The importance of oil as an energy source can hardly be exaggerated and it is difficult to imagine a world without oil, notwithstanding the relentless search for affordable alternatives. The world as we know is heavily dependent on relatively cheap oil. Experience tells us that any sharp increase in the prices of oil would have a negative effect on the world economy.
Oil prices have been extremely volatile. The first “oil shock” in 1973 pales in comparison with subsequent sharp increases. Oil prices per barrel breached the $40 level in 1980, before plunging to slightly above the $10 benchmark in 1985. During the Gulf War in 1990, oil prices shot up but fell short of $40 per barrel, after which prices trended down again close to the $10 mark in 1998. In an apparent aftermath of the war in Iraq and the war on terror, oil prices have reached an all-time high of over $42 per barrel before cooling somewhat.
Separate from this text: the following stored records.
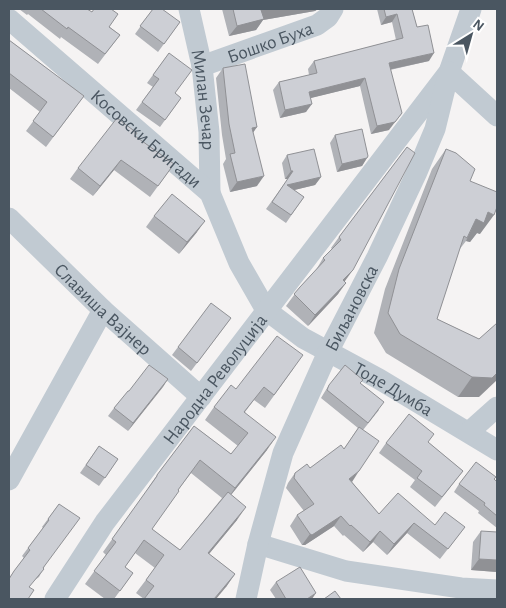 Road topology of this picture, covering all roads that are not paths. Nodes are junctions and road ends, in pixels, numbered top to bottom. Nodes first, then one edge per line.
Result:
1 (189, 9) edge
2 (333, 9) edge
3 (471, 9) edge
4 (9, 19) edge
5 (202, 66) junction
6 (449, 72) junction
7 (497, 116) edge
8 (210, 193) junction
9 (9, 218) edge
10 (103, 310) junction
11 (266, 310) junction
12 (328, 352) junction
13 (200, 397) junction
14 (497, 407) edge
15 (469, 432) junction
16 (497, 450) edge
17 (9, 480) edge
18 (258, 544) junction
19 (461, 588) junction
20 (497, 590) edge
21 (55, 599) edge
22 (246, 599) edge
23 (437, 599) edge

1 - 5 street, Милан Зечар
2 - 5 street, Бошко Буха
3 - 6 street, Народна Револуција
4 - 8 street, Косовски Бригади
5 - 8 street, Милан Зечар
6 - 7 street
6 - 11 street, Народна Револуција
6 - 12 street, Биљановска
8 - 11 street, Косовски Бригади
9 - 10 street, Славиша Вајнер
10 - 13 street, Славиша Вајнер
10 - 17 street
11 - 12 street, Тоде Думба
11 - 13 street, Народна Револуција
12 - 15 street, Тоде Думба
12 - 18 street, Биљановска
13 - 21 street, Народна Револуција
14 - 15 street
15 - 16 street, Тоде Думба
18 - 19 street
18 - 22 street, Биљановска
19 - 20 street
19 - 23 street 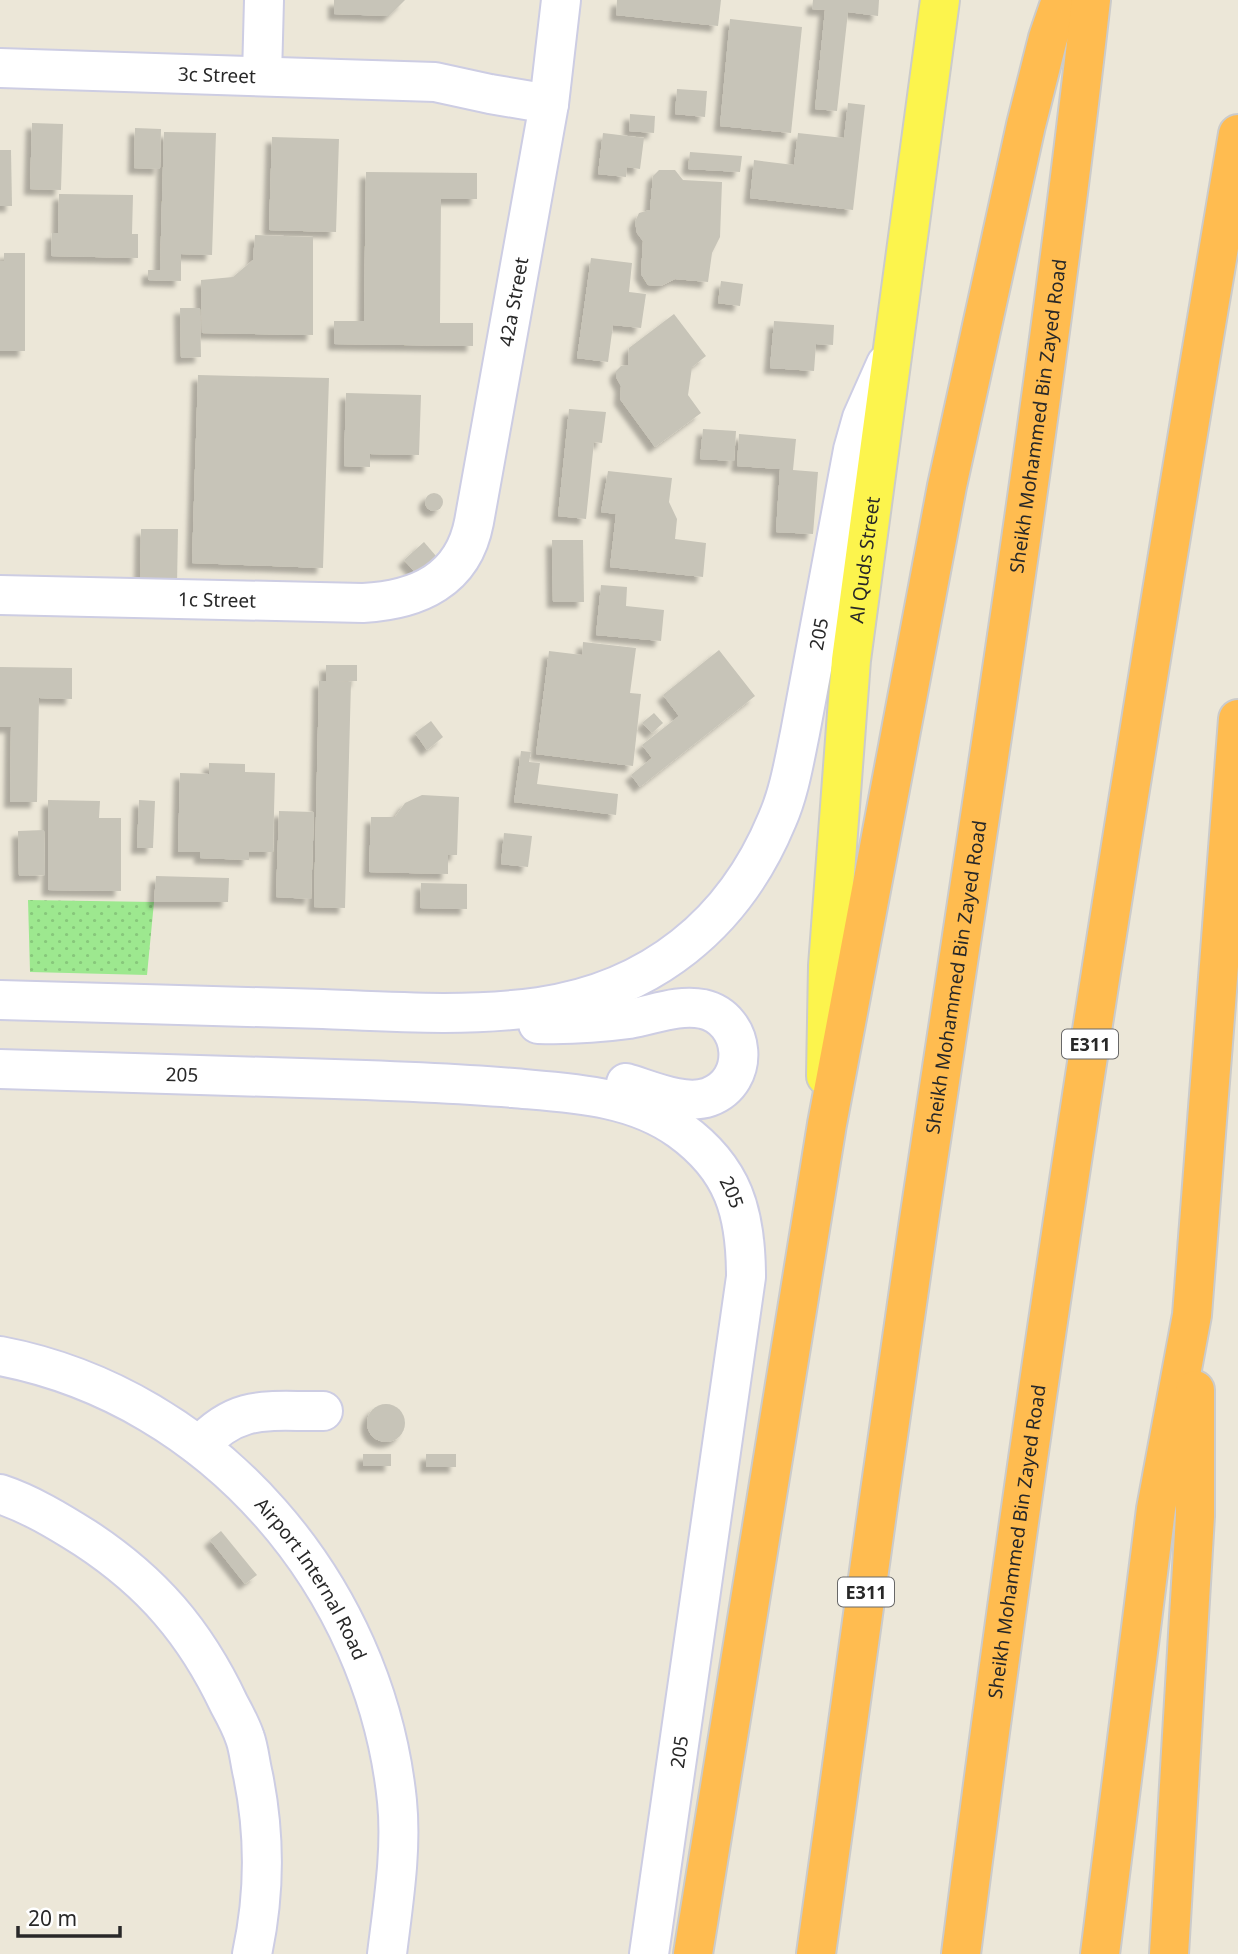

Oil prices have been hitting the roof of late, mainly because of increased demand from China and some supply disruptions in the oil producing countries. The world is much better position to face an oil shock today than it was in the 1970’s because oil intensity has reduced considerably over that period of time.
Oil has been a major driving force in the dynamics of global politics and economics. Being a major driver of growth, oil is also one of the most potential causes of conflict. This report on the Assets & Politics in the Oil Industry assesses the global markets for oil, the power that lies behind the countries possessing these natural reserves and the global politics that are driving the market. Based on factual data and analysis, this report gives an impartial look into the landmark events fostered by the production and distribution of oil. Economic perspective of oil forms the core of the report as it analyses the benefits that accrues through the production of oil and its impact on the global economy.